J.D. Falk wrote:
On 04/12/2008 23:59, "Chris Lewis" <clewis(_at_)nortel(_dot_)com> wrote:
Barry Shein wrote:
On December 3, 2008 at 23:24 sethb(_at_)panix(_dot_)com (Seth) wrote:
Most of my 419s come from Yahoo.
Well, since we're now debating about what amounts to a knowable fact
does anyone know of any reliable sources for this information?
I should think Seth is pretty reliable about what his own spam load
looks like ;-)
The point that Seth (and Steve) is really making here is that while BOTs
are 80-90% of all spam and IP blocking works well against them, there
are other classes of spam where IP blocking doesn't work nearly as well.

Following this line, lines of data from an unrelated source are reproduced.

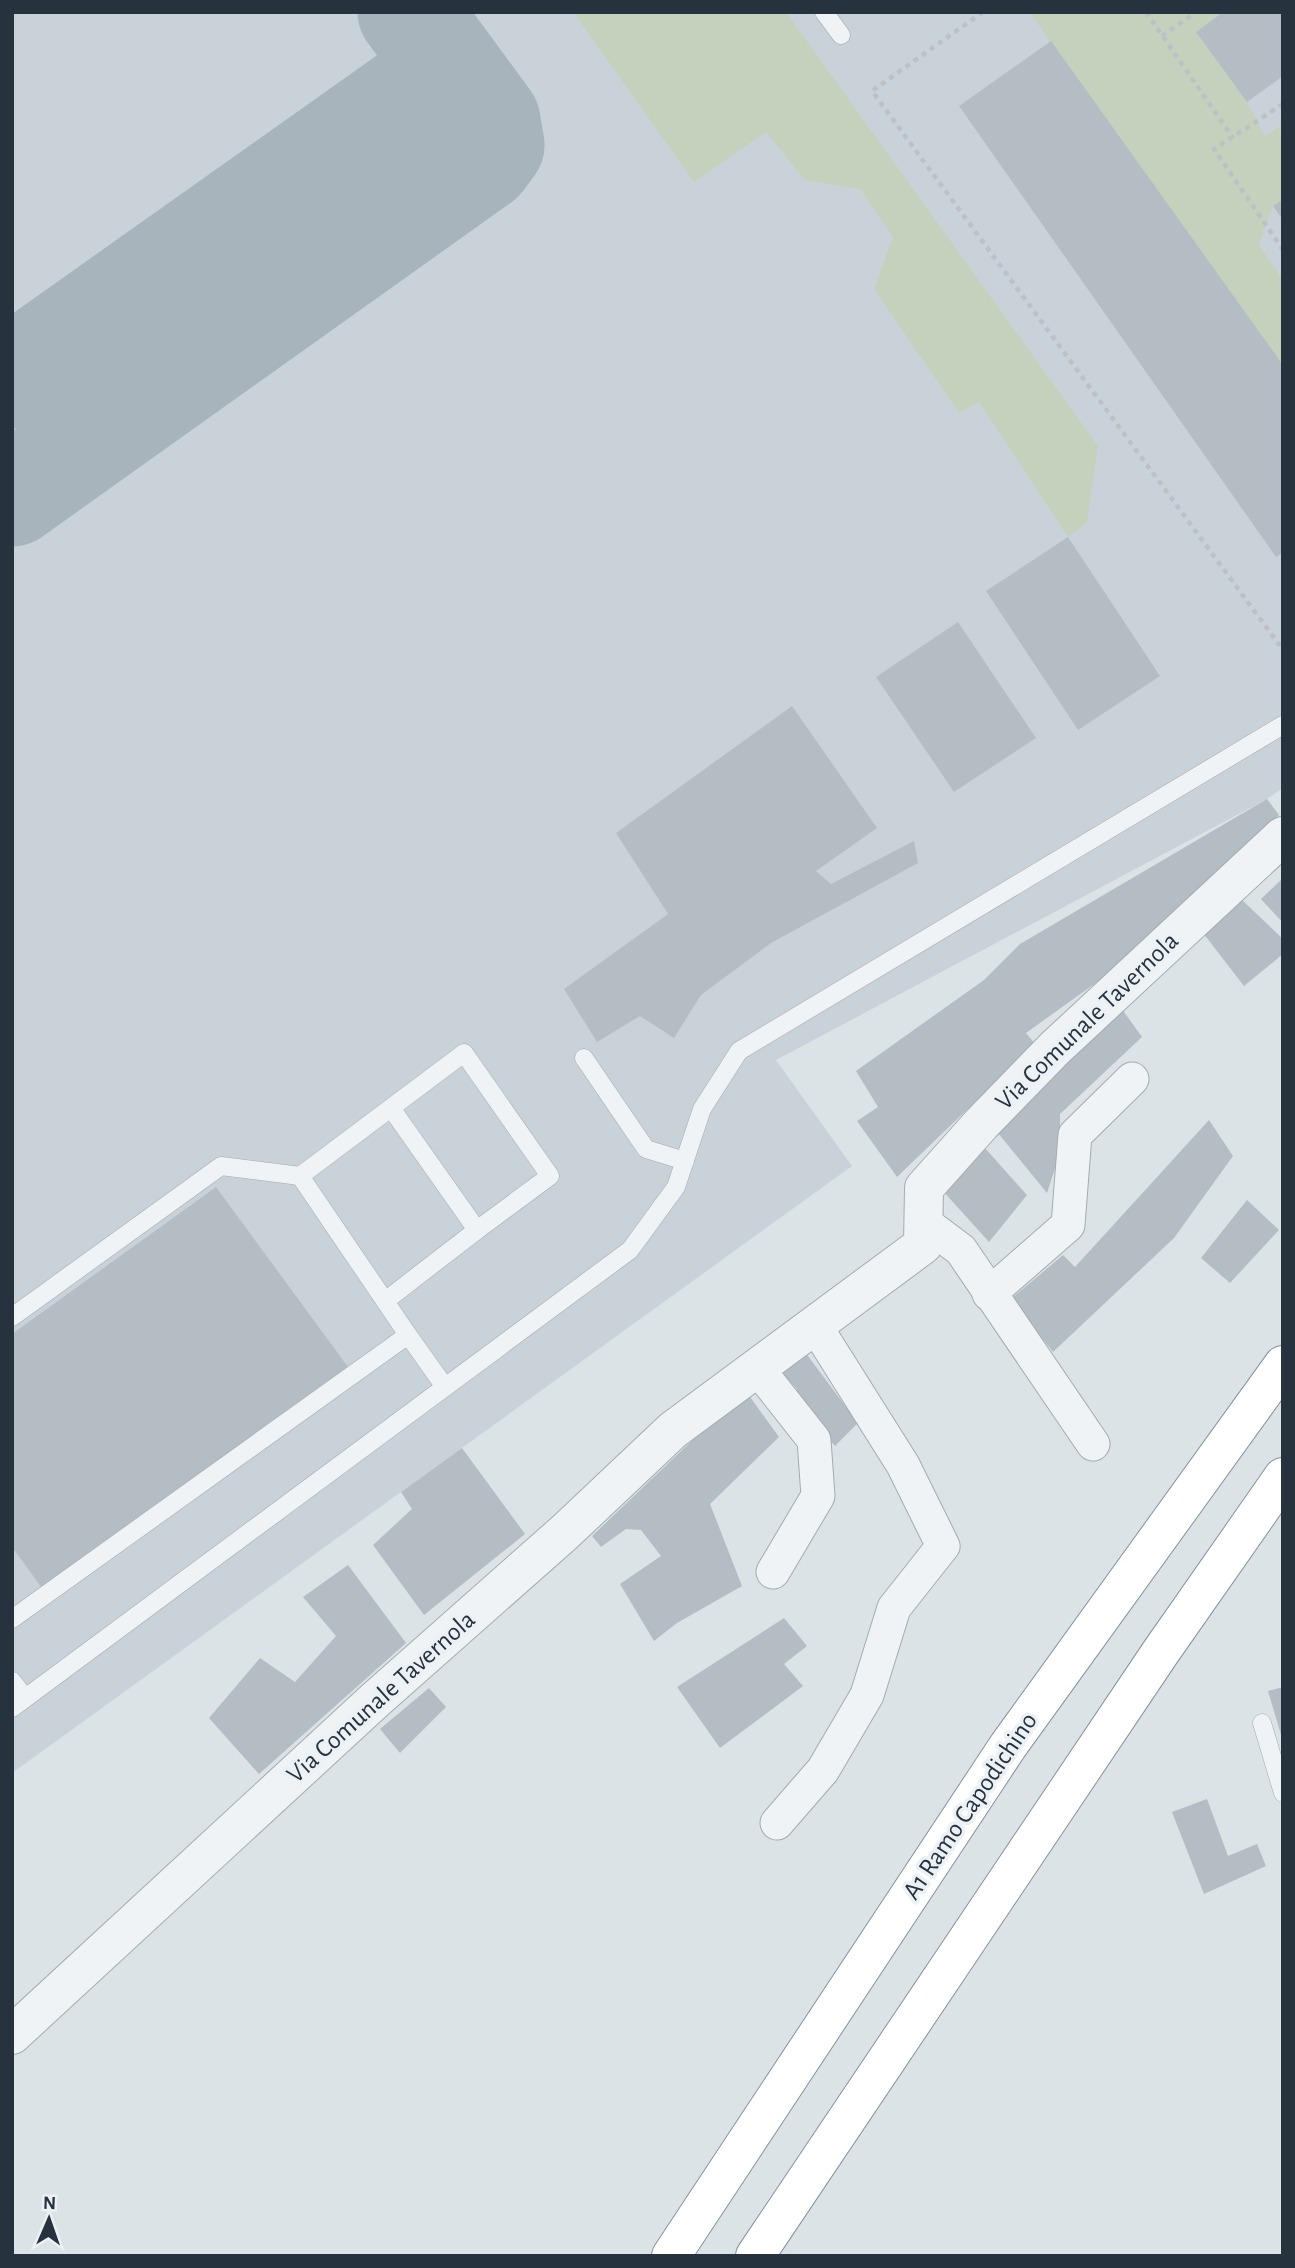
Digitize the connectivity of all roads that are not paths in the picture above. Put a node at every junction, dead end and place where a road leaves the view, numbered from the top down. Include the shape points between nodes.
1 (824, 12) edge
2 (841, 35) dead end
3 (1283, 725) edge
4 (1283, 836) edge
5 (583, 1058) dead end
6 (1132, 1079) dead end
7 (391, 1108) junction
8 (685, 1161) junction
9 (300, 1175) junction
10 (925, 1223) junction
11 (477, 1230) junction
12 (989, 1294) junction
13 (385, 1301) junction
14 (12, 1317) edge
15 (816, 1326) junction
16 (408, 1335) junction
17 (1283, 1365) edge
18 (758, 1369) junction
19 (445, 1387) junction
20 (1093, 1444) dead end
21 (1283, 1477) edge
22 (773, 1573) dead end
23 (12, 1619) edge
24 (12, 1681) edge
25 (19, 1703) edge
26 (1262, 1723) dead end
27 (1283, 1793) edge
28 (777, 1823) dead end
29 (12, 2035) edge
30 (671, 2256) edge
31 (755, 2256) edge

1 - 2 lane
3 - 8 lane via 739,1051 702,1109
4 - 10 street, Via Comunale Tavernola via 1055,1048 982,1123 924,1188
5 - 8 lane via 646,1149
6 - 12 street via 1075,1135 1068,1225
7 - 9 lane
7 - 11 lane
7 - 11 lane via 464,1053 550,1176
8 - 19 lane via 676,1187 630,1250
9 - 13 lane
9 - 14 lane via 221,1166
10 - 12 street via 961,1250
10 - 15 street, Via Comunale Tavernola via 923,1245
11 - 13 lane
12 - 20 street
13 - 16 lane
15 - 18 street, Via Comunale Tavernola
15 - 28 street via 903,1465 943,1546 894,1608 866,1695 823,1770
16 - 19 lane
16 - 23 lane
17 - 30 highway, A1 Ramo Capodichino via 1008,1746
18 - 22 street via 814,1440 818,1496
18 - 29 street, Via Comunale Tavernola via 673,1430
19 - 25 lane
21 - 31 highway
24 - 25 lane
26 - 27 lane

What's often forgotten here, though, is that those big ISPs who have
outbound spam problems have those problems not because of incompetence or
malfeasance, but because of those very same botnets attacking their
registration & webmail interfaces.
I'm not forgetting it, nor was I ascribing blame. Simply pointing out a
fact of life - the large free mails _do_ get infiltrated and spew spam.
That methods you might use against a compromised machine (blacklisting)
are much less effective unless you don't mind zapping legit email.
Which we don't want to do. Unless it gets as ridiculous as we've seen
it get sometimes (like when gmail's output surpassed 95% nigerian and
Tiscali's was indistinguishable from 100%).
Secondly, the problem no longer appears to be primarily BOTNET. There
seem to be just two currently major classes of spam related to the
freemail/freeweb suppliers: Nigerian horde invasions, and a form of blog
spamming. Neither of which involve BOTNETs attacking the freemails
Nigerians aren't particularly sophisticated. They don't need to use
BOTNETs - they can buy accounts from "captcha services" for a buck or
less per thousand or do it themselves. There's enough of them that they
can repeatedly log in, cut-and-paste, without resorting to BOTNETs.
These are incredibly difficult to deal with - at least at my end, I can
just block their servers but trying to reign it in from the sending side
isn't. I _know_ how hard it was to stop it at their end.
The other form is creating free web pages, and turning them either into
proxies to spam pages, or hosting the whole thing. At one point, quite
recently, more than 10% of _all_ spam was pharmacy and gambling sites
advertised via live.com URLs. The anjelina virus of a month or two ago
(also >10% of all spam) were by similar lifefilestore.com links. The
spam wasn't being sent via MSN, it was being sent by BOTNET. I _think_
the web sites were being created by some sort of automated process
(because the link names were consistent length random strings), but, it
didn't need the services of a BOTNET to do it - just a single program
instance chugging away - and perhaps changing IPs periodically.
[The problem with live.com is that the department involved with the
live.com stuff didn't seem to want to care about it. It took a
concerted effort by many (including others within MSN) to make them pay
attention and nuke the sites - they weren't before. At one point less
than two weeks ago, I was reporting several hundred _every_ hour,
representing spam volumes into my trap of _more_ than 100,000 per hour.]
But in any case, the all-too-common cry to blame the big ISPs has two
I intended no blame. Just pointing out reality. It happens, and it's a
big problem that for the most part can't be resolved by blacklisting.
Ignoring it won't make the problem go away. Ignoring it wouldn't have
gotten the live.com folks finally doing something about it.